When you find the word "edges" in a line of the entries, please copy the whole line.
● ● ● ● ●
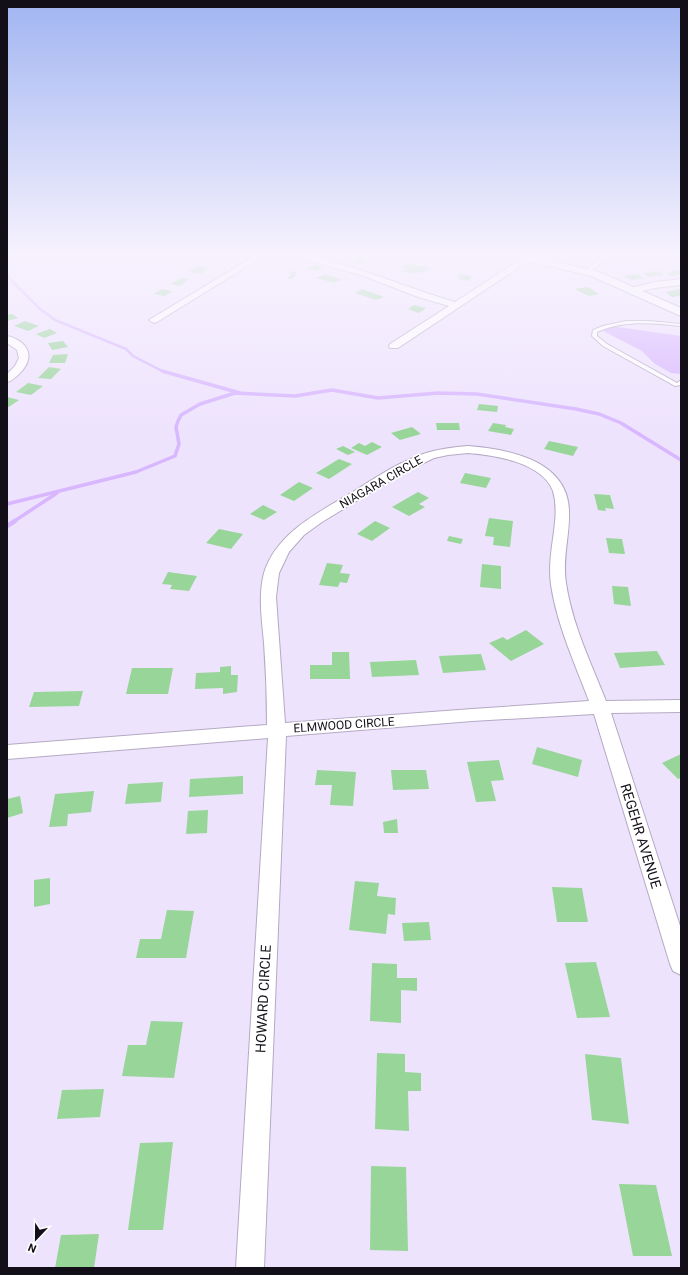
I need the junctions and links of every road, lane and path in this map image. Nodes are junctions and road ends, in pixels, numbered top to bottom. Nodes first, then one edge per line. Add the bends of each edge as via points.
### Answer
1 (165, 314) edge
2 (443, 314) edge
3 (154, 320) dead end
4 (681, 325) edge
5 (7, 338) edge
6 (394, 346) dead end
7 (7, 379) edge
8 (681, 382) edge
9 (681, 706) edge
10 (600, 707) junction
11 (277, 730) junction
12 (7, 752) edge
13 (681, 964) edge
14 (250, 1268) edge

1 - 3 street
2 - 6 street
4 - 8 lane via 618,324 604,326 595,331 594,336 605,345 677,385
5 - 7 street via 24,353 20,368
9 - 10 street, ELMWOOD CIRCLE
10 - 11 street, ELMWOOD CIRCLE
10 - 11 street, NIAGARA CIRCLE via 570,631 559,591 557,562 563,501 555,482 523,461 486,451 457,450 429,455 398,470 304,529 283,550 270,579 268,598
10 - 13 street, REGEHR AVENUE
11 - 12 street, ELMWOOD CIRCLE
11 - 14 street, HOWARD CIRCLE

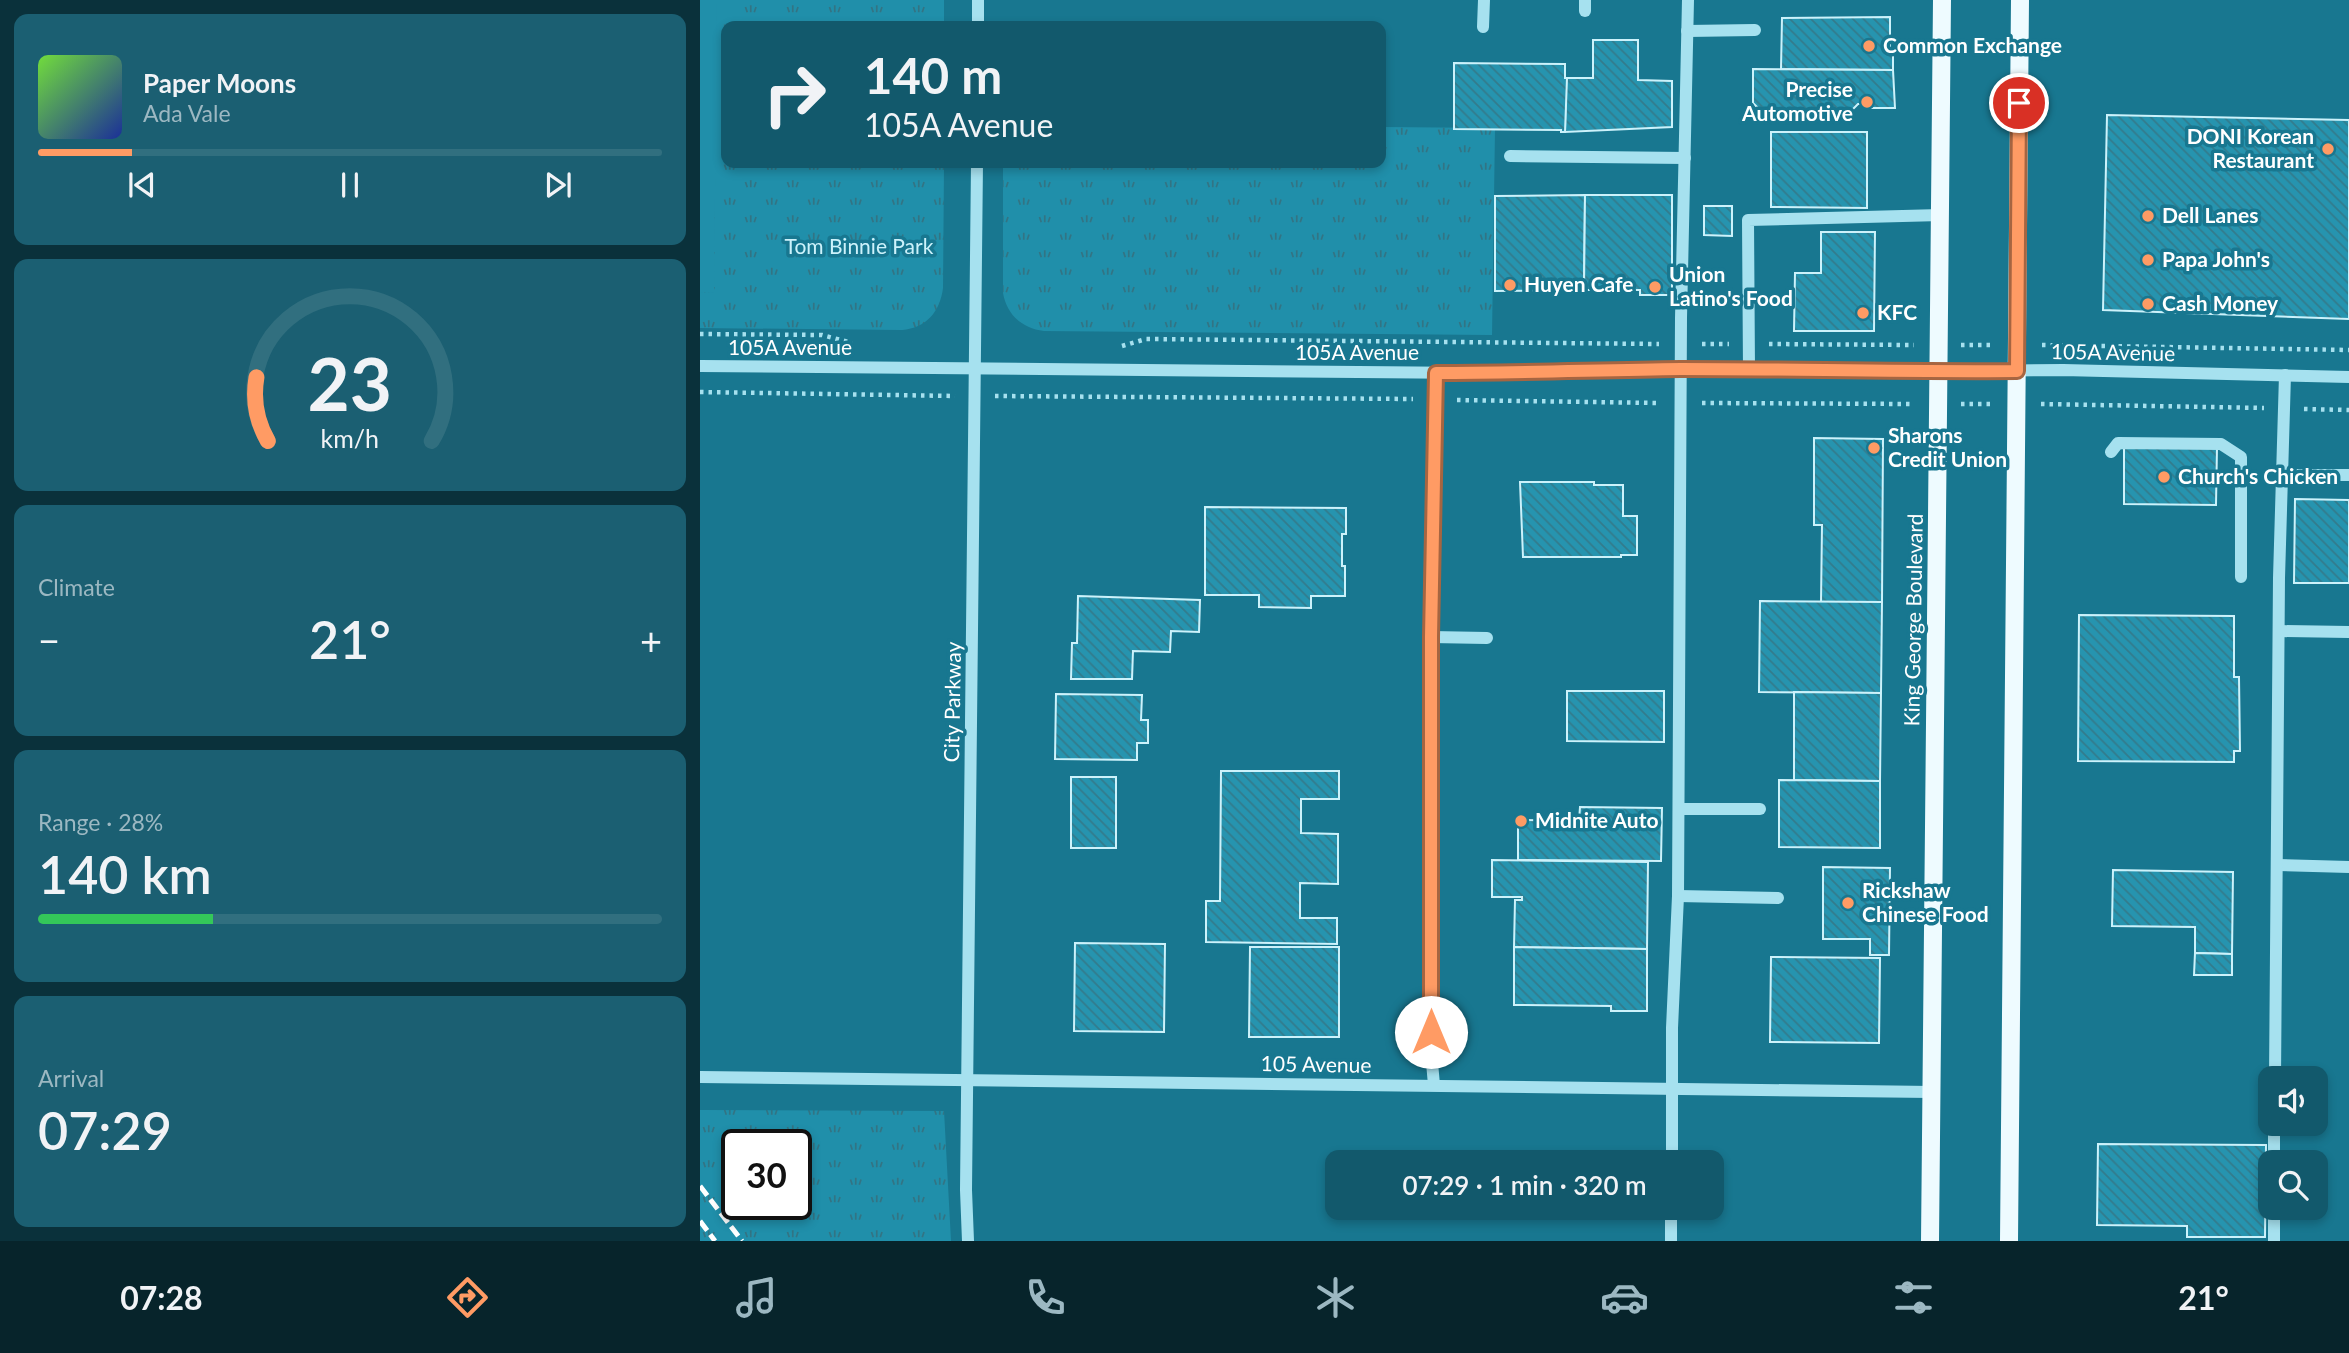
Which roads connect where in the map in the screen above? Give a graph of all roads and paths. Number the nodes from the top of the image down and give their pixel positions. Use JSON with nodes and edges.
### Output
{"nodes":[{"id":1,"x":978,"y":0,"type":"edge"},
{"id":2,"x":1484,"y":0,"type":"edge"},
{"id":3,"x":1688,"y":0,"type":"edge"},
{"id":4,"x":1942,"y":0,"type":"edge"},
{"id":5,"x":2020,"y":0,"type":"edge"},
{"id":6,"x":978,"y":21,"type":"edge"},
{"id":7,"x":1483,"y":27,"type":"dead end"},
{"id":8,"x":1755,"y":30,"type":"dead end"},
{"id":9,"x":1688,"y":31,"type":"junction"},
{"id":10,"x":1510,"y":156,"type":"dead end"},
{"id":11,"x":1685,"y":158,"type":"junction"},
{"id":12,"x":977,"y":168,"type":"edge"},
{"id":13,"x":1941,"y":215,"type":"junction"},
{"id":14,"x":700,"y":334,"type":"edge"},
{"id":15,"x":854,"y":344,"type":"dead end"},
{"id":16,"x":1681,"y":344,"type":"junction"},
{"id":17,"x":1748,"y":344,"type":"junction"},
{"id":18,"x":1940,"y":345,"type":"junction"},
{"id":19,"x":2017,"y":345,"type":"junction"},
{"id":20,"x":1114,"y":349,"type":"dead end"},
{"id":21,"x":2349,"y":349,"type":"edge"},
{"id":22,"x":700,"y":366,"type":"edge"},
{"id":23,"x":976,"y":368,"type":"junction"},
{"id":24,"x":1681,"y":369,"type":"junction"},
{"id":25,"x":1749,"y":370,"type":"junction"},
{"id":26,"x":1939,"y":371,"type":"junction"},
{"id":27,"x":2017,"y":371,"type":"junction"},
{"id":28,"x":1436,"y":373,"type":"junction"},
{"id":29,"x":2285,"y":375,"type":"junction"},
{"id":30,"x":2349,"y":377,"type":"edge"},
{"id":31,"x":700,"y":392,"type":"edge"},
{"id":32,"x":976,"y":396,"type":"junction"},
{"id":33,"x":1436,"y":400,"type":"junction"},
{"id":34,"x":1682,"y":403,"type":"junction"},
{"id":35,"x":1939,"y":404,"type":"junction"},
{"id":36,"x":2017,"y":404,"type":"junction"},
{"id":37,"x":2284,"y":409,"type":"junction"},
{"id":38,"x":2349,"y":410,"type":"edge"},
{"id":39,"x":2111,"y":452,"type":"dead end"},
{"id":40,"x":2283,"y":475,"type":"junction"},
{"id":41,"x":2349,"y":475,"type":"edge"},
{"id":42,"x":2241,"y":577,"type":"dead end"},
{"id":43,"x":2279,"y":631,"type":"junction"},
{"id":44,"x":2349,"y":632,"type":"edge"},
{"id":45,"x":1431,"y":637,"type":"junction"},
{"id":46,"x":1487,"y":638,"type":"dead end"},
{"id":47,"x":1679,"y":809,"type":"junction"},
{"id":48,"x":1760,"y":809,"type":"dead end"},
{"id":49,"x":2277,"y":865,"type":"junction"},
{"id":50,"x":2349,"y":867,"type":"edge"},
{"id":51,"x":1678,"y":896,"type":"junction"},
{"id":52,"x":1778,"y":898,"type":"dead end"},
{"id":53,"x":2275,"y":1066,"type":"edge"},
{"id":54,"x":700,"y":1077,"type":"edge"},
{"id":55,"x":968,"y":1080,"type":"junction"},
{"id":56,"x":1434,"y":1086,"type":"junction"},
{"id":57,"x":1672,"y":1089,"type":"junction"},
{"id":58,"x":1931,"y":1092,"type":"junction"},
{"id":59,"x":1672,"y":1150,"type":"edge"},
{"id":60,"x":1671,"y":1220,"type":"edge"},
{"id":61,"x":2274,"y":1220,"type":"edge"},
{"id":62,"x":968,"y":1241,"type":"edge"},
{"id":63,"x":1671,"y":1241,"type":"edge"},
{"id":64,"x":1930,"y":1241,"type":"edge"},
{"id":65,"x":2010,"y":1241,"type":"edge"},
{"id":66,"x":2274,"y":1241,"type":"edge"}],
"edges":[{"from":1,"to":6,"type":"street"},
{"from":2,"to":7,"type":"street"},
{"from":3,"to":9,"type":"street"},
{"from":4,"to":13,"type":"main road","name":"King George Boulevard"},
{"from":5,"to":19,"type":"main road"},
{"from":8,"to":9,"type":"street"},
{"from":9,"to":11,"type":"street"},
{"from":10,"to":11,"type":"street"},
{"from":11,"to":16,"type":"street"},
{"from":12,"to":23,"type":"street","name":"City Parkway"},
{"from":13,"to":17,"type":"street"},
{"from":13,"to":18,"type":"main road","name":"King George Boulevard"},
{"from":14,"to":15,"type":"path"},
{"from":16,"to":17,"type":"path"},
{"from":16,"to":20,"type":"path"},
{"from":16,"to":24,"type":"street"},
{"from":17,"to":18,"type":"path"},
{"from":17,"to":25,"type":"street"},
{"from":18,"to":19,"type":"path"},
{"from":18,"to":26,"type":"main road","name":"King George Boulevard"},
{"from":19,"to":21,"type":"path"},
{"from":19,"to":27,"type":"main road"},
{"from":22,"to":23,"type":"street","name":"105A Avenue"},
{"from":23,"to":28,"type":"street","name":"105A Avenue"},
{"from":23,"to":32,"type":"street","name":"City Parkway"},
{"from":24,"to":25,"type":"street","name":"105A Avenue"},
{"from":24,"to":28,"type":"street","name":"105A Avenue"},
{"from":24,"to":34,"type":"street"},
{"from":25,"to":26,"type":"street","name":"105A Avenue"},
{"from":26,"to":27,"type":"street","name":"105A Avenue"},
{"from":26,"to":35,"type":"main road","name":"King George Boulevard"},
{"from":27,"to":29,"type":"street","name":"105A Avenue"},
{"from":27,"to":36,"type":"main road"},
{"from":28,"to":33,"type":"street"},
{"from":29,"to":30,"type":"street","name":"105A Avenue"},
{"from":29,"to":37,"type":"street"},
{"from":31,"to":32,"type":"path"},
{"from":32,"to":33,"type":"path"},
{"from":32,"to":55,"type":"street","name":"City Parkway"},
{"from":33,"to":34,"type":"path"},
{"from":33,"to":45,"type":"street"},
{"from":34,"to":35,"type":"path"},
{"from":34,"to":47,"type":"street"},
{"from":35,"to":36,"type":"path"},
{"from":35,"to":58,"type":"main road","name":"King George Boulevard"},
{"from":36,"to":37,"type":"path"},
{"from":36,"to":65,"type":"main road"},
{"from":37,"to":38,"type":"path"},
{"from":37,"to":40,"type":"street"},
{"from":39,"to":42,"type":"street"},
{"from":40,"to":41,"type":"street"},
{"from":40,"to":43,"type":"street"},
{"from":43,"to":44,"type":"street"},
{"from":43,"to":49,"type":"street"},
{"from":45,"to":46,"type":"street"},
{"from":45,"to":56,"type":"street"},
{"from":47,"to":48,"type":"street"},
{"from":47,"to":51,"type":"street"},
{"from":49,"to":50,"type":"street"},
{"from":49,"to":53,"type":"street"},
{"from":51,"to":52,"type":"street"},
{"from":51,"to":57,"type":"street"},
{"from":54,"to":55,"type":"street","name":"105 Avenue"},
{"from":55,"to":56,"type":"street","name":"105 Avenue"},
{"from":55,"to":62,"type":"street","name":"City Parkway"},
{"from":56,"to":57,"type":"street","name":"105 Avenue"},
{"from":57,"to":58,"type":"street","name":"105 Avenue"},
{"from":57,"to":59,"type":"street"},
{"from":58,"to":64,"type":"main road","name":"King George Boulevard"},
{"from":60,"to":63,"type":"street"},
{"from":61,"to":66,"type":"street"}]}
● ● ● ● ●
_EXERCISE ANSWER_
Which roads connect where in the map in the screen above? Give a graph of all roads and paths. Number the nodes from the top of the image down and give their pixel positions. Use JSON with nodes and edges.
"edges":[{"from":1,"to":6,"type":"street"},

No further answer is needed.